Your objective =
Search the data for the word "Братів" and copy every line where it occurs.

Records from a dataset
┌────────

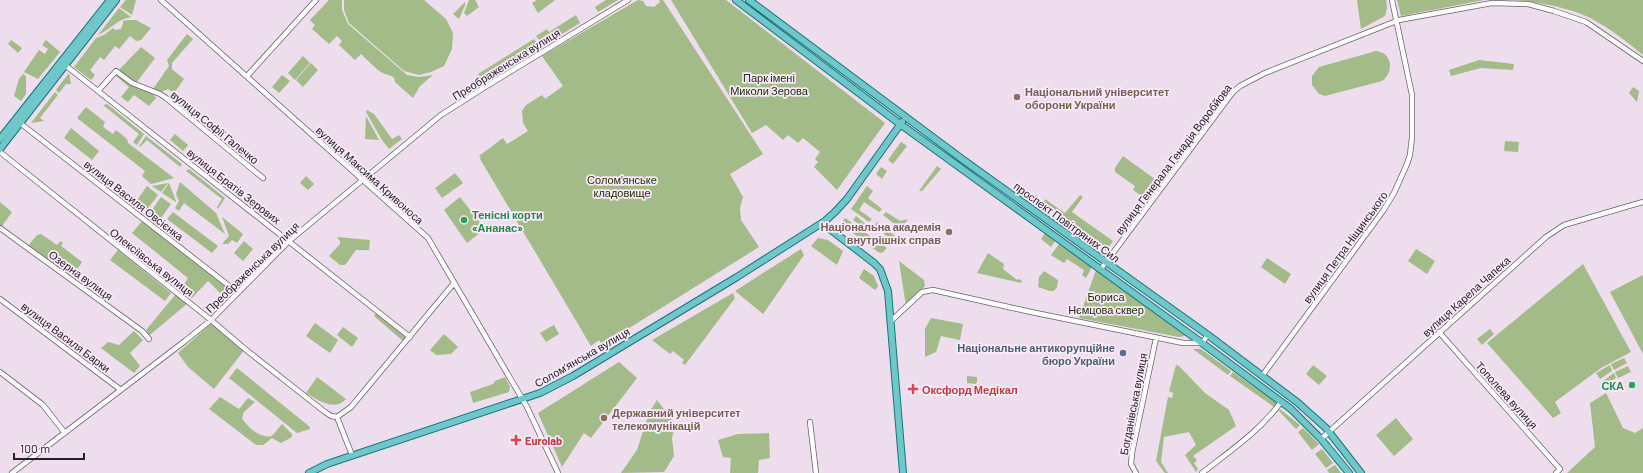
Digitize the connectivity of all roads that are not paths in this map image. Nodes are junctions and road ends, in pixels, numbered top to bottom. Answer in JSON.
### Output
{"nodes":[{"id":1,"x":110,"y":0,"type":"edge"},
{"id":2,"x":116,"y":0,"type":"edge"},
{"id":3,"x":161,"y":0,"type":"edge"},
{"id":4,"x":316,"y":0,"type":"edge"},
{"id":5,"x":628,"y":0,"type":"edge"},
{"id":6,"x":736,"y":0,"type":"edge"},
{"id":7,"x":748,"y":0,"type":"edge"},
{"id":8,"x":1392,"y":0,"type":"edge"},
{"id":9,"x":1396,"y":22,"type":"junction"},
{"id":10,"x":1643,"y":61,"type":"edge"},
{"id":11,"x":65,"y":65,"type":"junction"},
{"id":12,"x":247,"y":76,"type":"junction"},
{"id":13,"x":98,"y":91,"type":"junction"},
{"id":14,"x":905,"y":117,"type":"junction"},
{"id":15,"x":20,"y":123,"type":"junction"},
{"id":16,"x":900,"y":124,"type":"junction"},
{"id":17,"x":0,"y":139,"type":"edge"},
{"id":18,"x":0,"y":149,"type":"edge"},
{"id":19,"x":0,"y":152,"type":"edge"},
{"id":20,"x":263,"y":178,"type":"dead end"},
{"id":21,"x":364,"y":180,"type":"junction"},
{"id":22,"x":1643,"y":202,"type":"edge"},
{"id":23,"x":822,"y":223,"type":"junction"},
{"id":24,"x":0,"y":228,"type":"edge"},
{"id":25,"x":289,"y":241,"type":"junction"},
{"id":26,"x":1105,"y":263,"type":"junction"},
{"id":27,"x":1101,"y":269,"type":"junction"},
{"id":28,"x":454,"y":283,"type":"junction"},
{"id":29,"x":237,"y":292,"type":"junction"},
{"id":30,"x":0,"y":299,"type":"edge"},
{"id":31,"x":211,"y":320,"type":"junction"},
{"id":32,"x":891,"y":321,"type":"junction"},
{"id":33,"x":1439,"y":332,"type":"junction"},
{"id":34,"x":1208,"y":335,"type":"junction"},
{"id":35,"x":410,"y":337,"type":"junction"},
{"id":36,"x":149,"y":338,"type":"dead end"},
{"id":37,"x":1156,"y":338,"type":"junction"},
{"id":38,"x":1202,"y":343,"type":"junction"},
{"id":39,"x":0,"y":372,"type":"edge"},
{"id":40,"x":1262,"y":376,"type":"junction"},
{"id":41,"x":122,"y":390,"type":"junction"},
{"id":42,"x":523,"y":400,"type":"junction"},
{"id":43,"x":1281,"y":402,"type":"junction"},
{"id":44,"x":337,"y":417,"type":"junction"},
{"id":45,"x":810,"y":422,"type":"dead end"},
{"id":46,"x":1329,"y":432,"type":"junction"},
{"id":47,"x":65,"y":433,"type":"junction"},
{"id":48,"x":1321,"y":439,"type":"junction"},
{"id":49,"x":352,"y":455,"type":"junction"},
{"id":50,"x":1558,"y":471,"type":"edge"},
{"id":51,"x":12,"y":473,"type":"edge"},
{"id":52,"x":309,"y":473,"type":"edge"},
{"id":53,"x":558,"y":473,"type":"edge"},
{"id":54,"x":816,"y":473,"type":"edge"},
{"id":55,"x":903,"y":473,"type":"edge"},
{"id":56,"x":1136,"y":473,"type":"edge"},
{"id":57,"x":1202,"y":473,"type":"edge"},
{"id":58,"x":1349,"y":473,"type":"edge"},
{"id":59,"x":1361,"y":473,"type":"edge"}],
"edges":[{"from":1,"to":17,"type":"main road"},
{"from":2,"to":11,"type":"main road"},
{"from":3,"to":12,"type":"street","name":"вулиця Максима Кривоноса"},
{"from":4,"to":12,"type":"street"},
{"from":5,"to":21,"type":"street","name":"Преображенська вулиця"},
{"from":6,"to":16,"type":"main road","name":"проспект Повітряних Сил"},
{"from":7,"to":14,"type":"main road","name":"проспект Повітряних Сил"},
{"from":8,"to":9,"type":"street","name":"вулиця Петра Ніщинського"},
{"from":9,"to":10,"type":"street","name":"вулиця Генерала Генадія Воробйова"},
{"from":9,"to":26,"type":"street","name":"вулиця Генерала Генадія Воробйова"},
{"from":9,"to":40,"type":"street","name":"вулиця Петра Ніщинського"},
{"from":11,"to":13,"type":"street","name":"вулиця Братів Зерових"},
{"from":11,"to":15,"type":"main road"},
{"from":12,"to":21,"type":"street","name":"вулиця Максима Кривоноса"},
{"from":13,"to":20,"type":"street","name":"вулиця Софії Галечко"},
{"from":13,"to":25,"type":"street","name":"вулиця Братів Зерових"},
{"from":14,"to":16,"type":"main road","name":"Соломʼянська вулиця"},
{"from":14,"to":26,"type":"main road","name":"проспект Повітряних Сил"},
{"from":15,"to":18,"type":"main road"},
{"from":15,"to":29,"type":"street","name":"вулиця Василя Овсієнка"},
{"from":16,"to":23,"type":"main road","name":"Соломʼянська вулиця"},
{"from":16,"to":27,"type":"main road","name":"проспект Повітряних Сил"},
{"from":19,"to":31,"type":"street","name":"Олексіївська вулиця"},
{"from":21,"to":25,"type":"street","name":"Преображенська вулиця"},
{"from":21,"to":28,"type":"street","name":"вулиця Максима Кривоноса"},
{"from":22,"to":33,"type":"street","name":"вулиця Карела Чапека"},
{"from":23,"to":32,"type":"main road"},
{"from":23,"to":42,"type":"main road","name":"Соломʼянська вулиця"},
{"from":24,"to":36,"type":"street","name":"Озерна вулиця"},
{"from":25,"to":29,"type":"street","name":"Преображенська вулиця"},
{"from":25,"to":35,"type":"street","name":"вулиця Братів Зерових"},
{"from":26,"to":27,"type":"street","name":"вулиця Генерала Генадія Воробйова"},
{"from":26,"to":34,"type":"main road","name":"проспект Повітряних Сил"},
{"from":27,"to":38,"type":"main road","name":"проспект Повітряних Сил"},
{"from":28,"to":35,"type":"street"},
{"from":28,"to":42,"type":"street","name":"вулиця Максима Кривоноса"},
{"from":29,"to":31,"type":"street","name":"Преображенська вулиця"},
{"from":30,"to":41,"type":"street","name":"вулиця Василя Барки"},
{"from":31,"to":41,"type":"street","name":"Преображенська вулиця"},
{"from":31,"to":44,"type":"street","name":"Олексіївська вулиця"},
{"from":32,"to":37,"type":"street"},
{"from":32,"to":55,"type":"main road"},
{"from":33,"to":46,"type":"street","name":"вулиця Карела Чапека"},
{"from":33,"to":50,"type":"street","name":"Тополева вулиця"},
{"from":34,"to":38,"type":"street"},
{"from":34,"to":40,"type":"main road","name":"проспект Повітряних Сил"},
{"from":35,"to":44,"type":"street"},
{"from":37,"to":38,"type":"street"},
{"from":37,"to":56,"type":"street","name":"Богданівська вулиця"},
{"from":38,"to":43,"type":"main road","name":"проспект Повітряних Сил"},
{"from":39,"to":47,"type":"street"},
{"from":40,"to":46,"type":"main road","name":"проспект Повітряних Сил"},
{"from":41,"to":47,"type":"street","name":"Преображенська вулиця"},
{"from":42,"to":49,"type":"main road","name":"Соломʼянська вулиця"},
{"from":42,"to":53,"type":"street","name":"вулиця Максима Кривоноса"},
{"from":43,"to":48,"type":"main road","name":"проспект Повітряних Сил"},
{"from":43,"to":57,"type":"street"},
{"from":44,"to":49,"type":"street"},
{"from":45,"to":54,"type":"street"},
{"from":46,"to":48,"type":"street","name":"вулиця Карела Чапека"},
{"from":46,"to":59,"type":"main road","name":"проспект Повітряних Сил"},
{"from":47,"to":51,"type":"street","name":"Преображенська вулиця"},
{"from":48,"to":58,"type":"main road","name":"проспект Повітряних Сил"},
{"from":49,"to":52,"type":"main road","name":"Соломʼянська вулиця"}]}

└────────

Task solution =
{"from":11,"to":13,"type":"street","name":"вулиця Братів Зерових"},
{"from":13,"to":25,"type":"street","name":"вулиця Братів Зерових"},
{"from":25,"to":35,"type":"street","name":"вулиця Братів Зерових"},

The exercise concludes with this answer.